We then evaluated the VIALE A prognostic score proposed by Döhner and colleagues [25], which stratified newly diagnosed HMA/VEN treated patients into three risk groups based on the mutational status of four genes (favorable: TP53 wt, no FLT3-ITD, K/NRAS wt; intermediate FLT3-ITD or K/NRAS mutated; adverse TP53 mutated) [24]. Median OS rates in favorable, intermediate, and adverse risk groups were 7.6 months, 12 months, and 8.2 months (p = 0.18), respectively, when applying the VIALE A prognostic score on our cohort of R/R AML patients (Supplementary Fig. S15). The AIC difference between the proposed VIALE A prognostic score and the null model was 0.90 and 0.32 for OS and EFS, respectively.

Lastly, we further compared our prognostic model with the recently published score by Gangat and colleagues, which stratified newly diagnosed patients undergoing HMA/VEN treatment into three risk groups based on HR-weighted scoring of the following parameters: failure to achieve CR/CRi, adverse karyotype, TP53 mutation, and absence of IDH2 mutation. Reported mOS were 28.9, 9.6, and 3.1 months for the low, intermediate and high-risk groups, respectively for AML patients treated with frontline HMA/VEN [26]. Applying the score on our R/R AML cohort, survival estimates in favorable, intermediate, and adverse risk groups were 24.1 months, 6.7 months, and 4.6 months (p < 0.001), respectively (Supplementary Fig. S16). While this model provided good separation in the R/R setting, the AIC difference between the proposed score by Gangat et al. classification and the null model was −16.03 for OS and thus performed less well compared to the proposed VEN-PRS model.

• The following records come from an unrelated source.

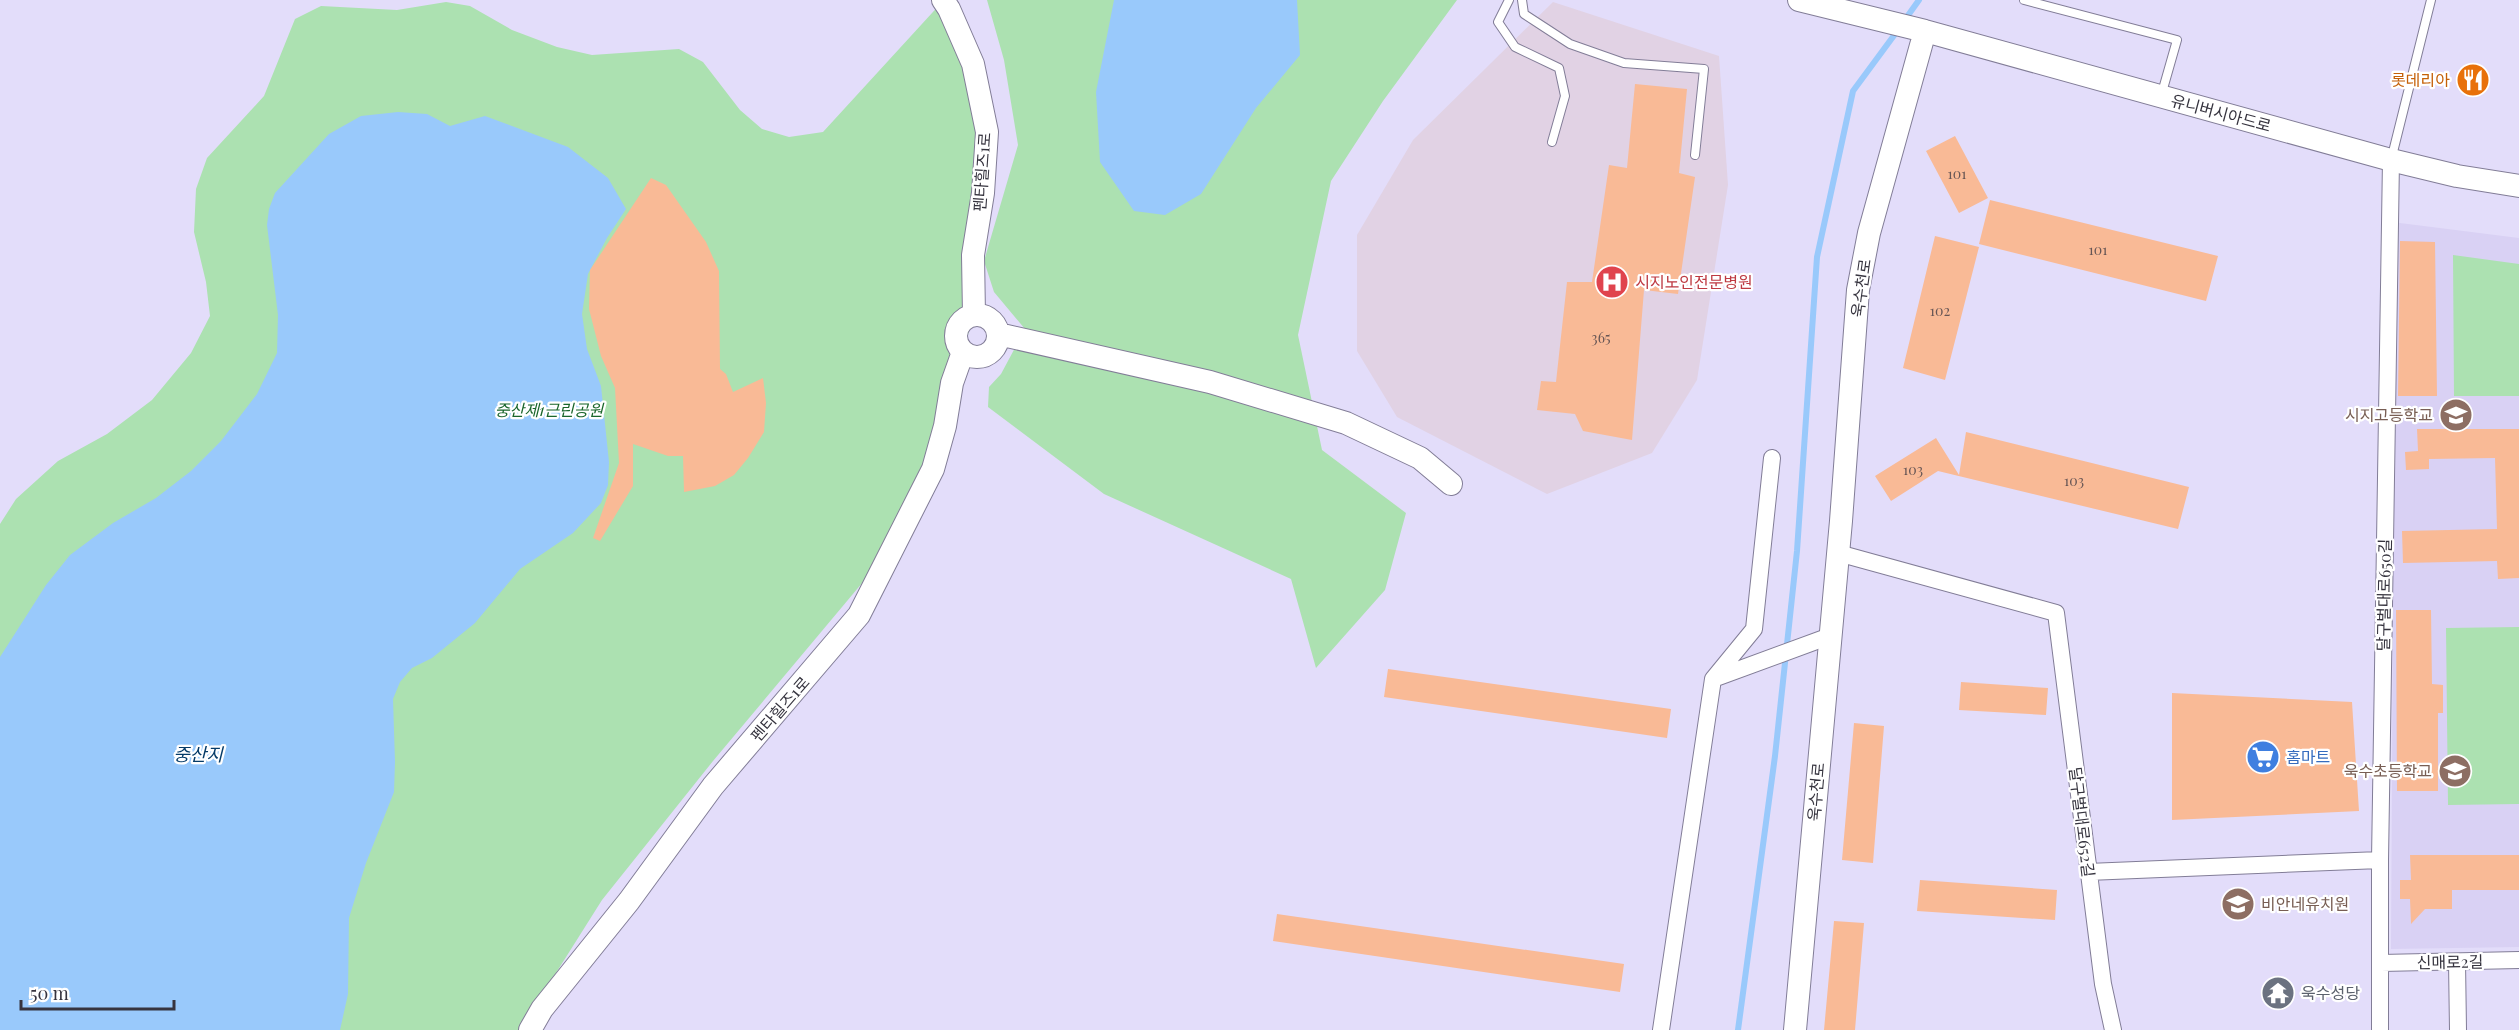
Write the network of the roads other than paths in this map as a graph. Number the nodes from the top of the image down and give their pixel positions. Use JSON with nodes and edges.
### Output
{"nodes":[{"id":1,"x":943,"y":0,"type":"edge"},
{"id":2,"x":1509,"y":0,"type":"edge"},
{"id":3,"x":1522,"y":0,"type":"edge"},
{"id":4,"x":1799,"y":0,"type":"edge"},
{"id":5,"x":2024,"y":0,"type":"edge"},
{"id":6,"x":2431,"y":0,"type":"edge"},
{"id":7,"x":1924,"y":31,"type":"junction"},
{"id":8,"x":2160,"y":96,"type":"junction"},
{"id":9,"x":1552,"y":142,"type":"dead end"},
{"id":10,"x":1695,"y":155,"type":"dead end"},
{"id":11,"x":2391,"y":159,"type":"junction"},
{"id":12,"x":2519,"y":186,"type":"edge"},
{"id":13,"x":974,"y":315,"type":"junction"},
{"id":14,"x":998,"y":334,"type":"junction"},
{"id":15,"x":963,"y":351,"type":"junction"},
{"id":16,"x":1772,"y":458,"type":"dead end"},
{"id":17,"x":1451,"y":483,"type":"dead end"},
{"id":18,"x":1838,"y":553,"type":"junction"},
{"id":19,"x":1830,"y":636,"type":"junction"},
{"id":20,"x":1713,"y":679,"type":"junction"},
{"id":21,"x":2380,"y":860,"type":"junction"},
{"id":22,"x":2088,"y":872,"type":"junction"},
{"id":23,"x":2519,"y":960,"type":"edge"},
{"id":24,"x":2457,"y":962,"type":"junction"},
{"id":25,"x":2381,"y":963,"type":"junction"},
{"id":26,"x":530,"y":1030,"type":"edge"},
{"id":27,"x":1661,"y":1030,"type":"edge"},
{"id":28,"x":1795,"y":1030,"type":"edge"},
{"id":29,"x":2113,"y":1030,"type":"edge"},
{"id":30,"x":2380,"y":1030,"type":"edge"},
{"id":31,"x":2458,"y":1030,"type":"edge"}],
"edges":[{"from":1,"to":13,"type":"main road","name":"펜타힐즈1로"},
{"from":2,"to":9,"type":"lane"},
{"from":3,"to":10,"type":"lane"},
{"from":4,"to":7,"type":"main road","name":"유니버시아드로"},
{"from":5,"to":8,"type":"lane"},
{"from":6,"to":11,"type":"lane"},
{"from":7,"to":8,"type":"main road","name":"유니버시아드로"},
{"from":7,"to":18,"type":"main road","name":"욱수천로"},
{"from":8,"to":11,"type":"main road","name":"유니버시아드로"},
{"from":11,"to":12,"type":"main road","name":"유니버시아드로"},
{"from":11,"to":21,"type":"street","name":"달구벌대로650길"},
{"from":13,"to":14,"type":"main road"},
{"from":13,"to":15,"type":"main road"},
{"from":14,"to":15,"type":"main road"},
{"from":14,"to":17,"type":"main road"},
{"from":15,"to":26,"type":"main road","name":"펜타힐즈1로"},
{"from":16,"to":20,"type":"street"},
{"from":18,"to":19,"type":"main road","name":"욱수천로"},
{"from":18,"to":22,"type":"street","name":"달구벌대로652길"},
{"from":19,"to":20,"type":"street"},
{"from":19,"to":28,"type":"main road","name":"욱수천로"},
{"from":20,"to":27,"type":"street"},
{"from":21,"to":22,"type":"street"},
{"from":21,"to":25,"type":"street","name":"달구벌대로650길"},
{"from":22,"to":29,"type":"street","name":"달구벌대로652길"},
{"from":23,"to":24,"type":"street","name":"신매로2길"},
{"from":24,"to":25,"type":"street","name":"신매로2길"},
{"from":24,"to":31,"type":"street"},
{"from":25,"to":30,"type":"street","name":"달구벌대로650길"}]}
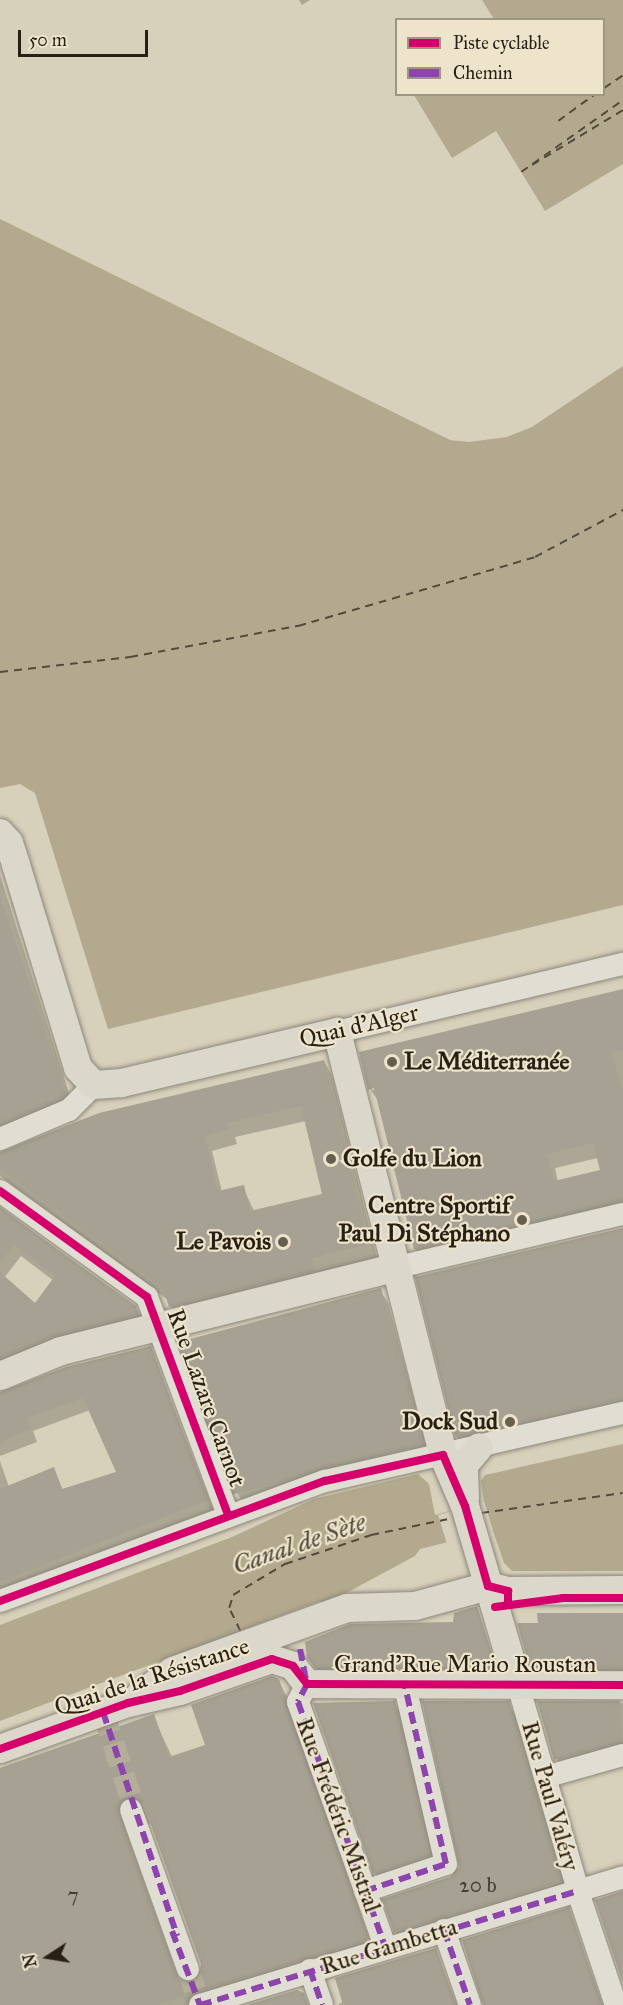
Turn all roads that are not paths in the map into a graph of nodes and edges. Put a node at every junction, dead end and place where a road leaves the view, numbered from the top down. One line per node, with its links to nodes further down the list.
1 (0, 833): 4 (main road)
2 (623, 964): 3 (street, Quai d'Alger)
3 (337, 1032): 4 (main road, Quai d'Alger); 8 (main road)
4 (94, 1085): 5 (street)
5 (0, 1139)
6 (0, 1191): 9 (street, Rue Lazare Carnot)
7 (623, 1214): 8 (street)
8 (394, 1268): 9 (main road); 13 (main road)
9 (161, 1326): 10 (main road); 15 (street, Rue Lazare Carnot)
10 (0, 1376)
11 (623, 1413): 12 (street)
12 (479, 1447): 13 (street); 14 (main road)
13 (443, 1455): 14 (main road); 15 (street)
14 (465, 1506): 16 (main road, Rue Paul Valéry)
15 (228, 1515): 18 (street)
16 (488, 1586): 17 (main road); 20 (main road, Rue Paul Valéry); 23 (main road)
17 (623, 1590)
18 (0, 1601)
19 (307, 1684): 22 (main road, Grand'Rue Mario Roustan); 23 (main road, Quai de la Résistance); 29 (street, Rue Frédéric Mistral)
20 (518, 1685): 21 (main road, Grand'Rue Mario Roustan); 22 (main road, Grand'Rue Mario Roustan); 26 (street, Rue Paul Valéry)
21 (623, 1685)
22 (405, 1686): 29 (street)
23 (128, 1703): 24 (main road, Quai de la Résistance)
24 (0, 1749)
25 (623, 1755): 26 (street)
26 (545, 1777): 30 (street, Rue Paul Valéry)
27 (131, 1810): 33 (street)
28 (623, 1877): 30 (street, Rue Gambetta)
29 (365, 1891): 32 (street, Rue Frédéric Mistral)
30 (578, 1891): 31 (street, Rue Gambetta); 38 (street, Rue Paul Valéry)
31 (444, 1930): 32 (street, Rue Gambetta); 37 (street)
32 (385, 1947): 34 (street, Rue Gambetta)
33 (188, 1969)
34 (310, 1970): 35 (street, Rue Gambetta); 36 (street)
35 (200, 2005)
36 (322, 2005)
37 (470, 2005)
38 (616, 2005)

In summary, previously published risk scores and classifications showed significantly lower accuracy in predicting outcomes of R/R AML patients treated with HMA/VEN compared to our proposed risk model, suggesting that other risk factors than the previously established pre-treatment characteristics determine efficacy of HMA/VEN in R/R AML patients.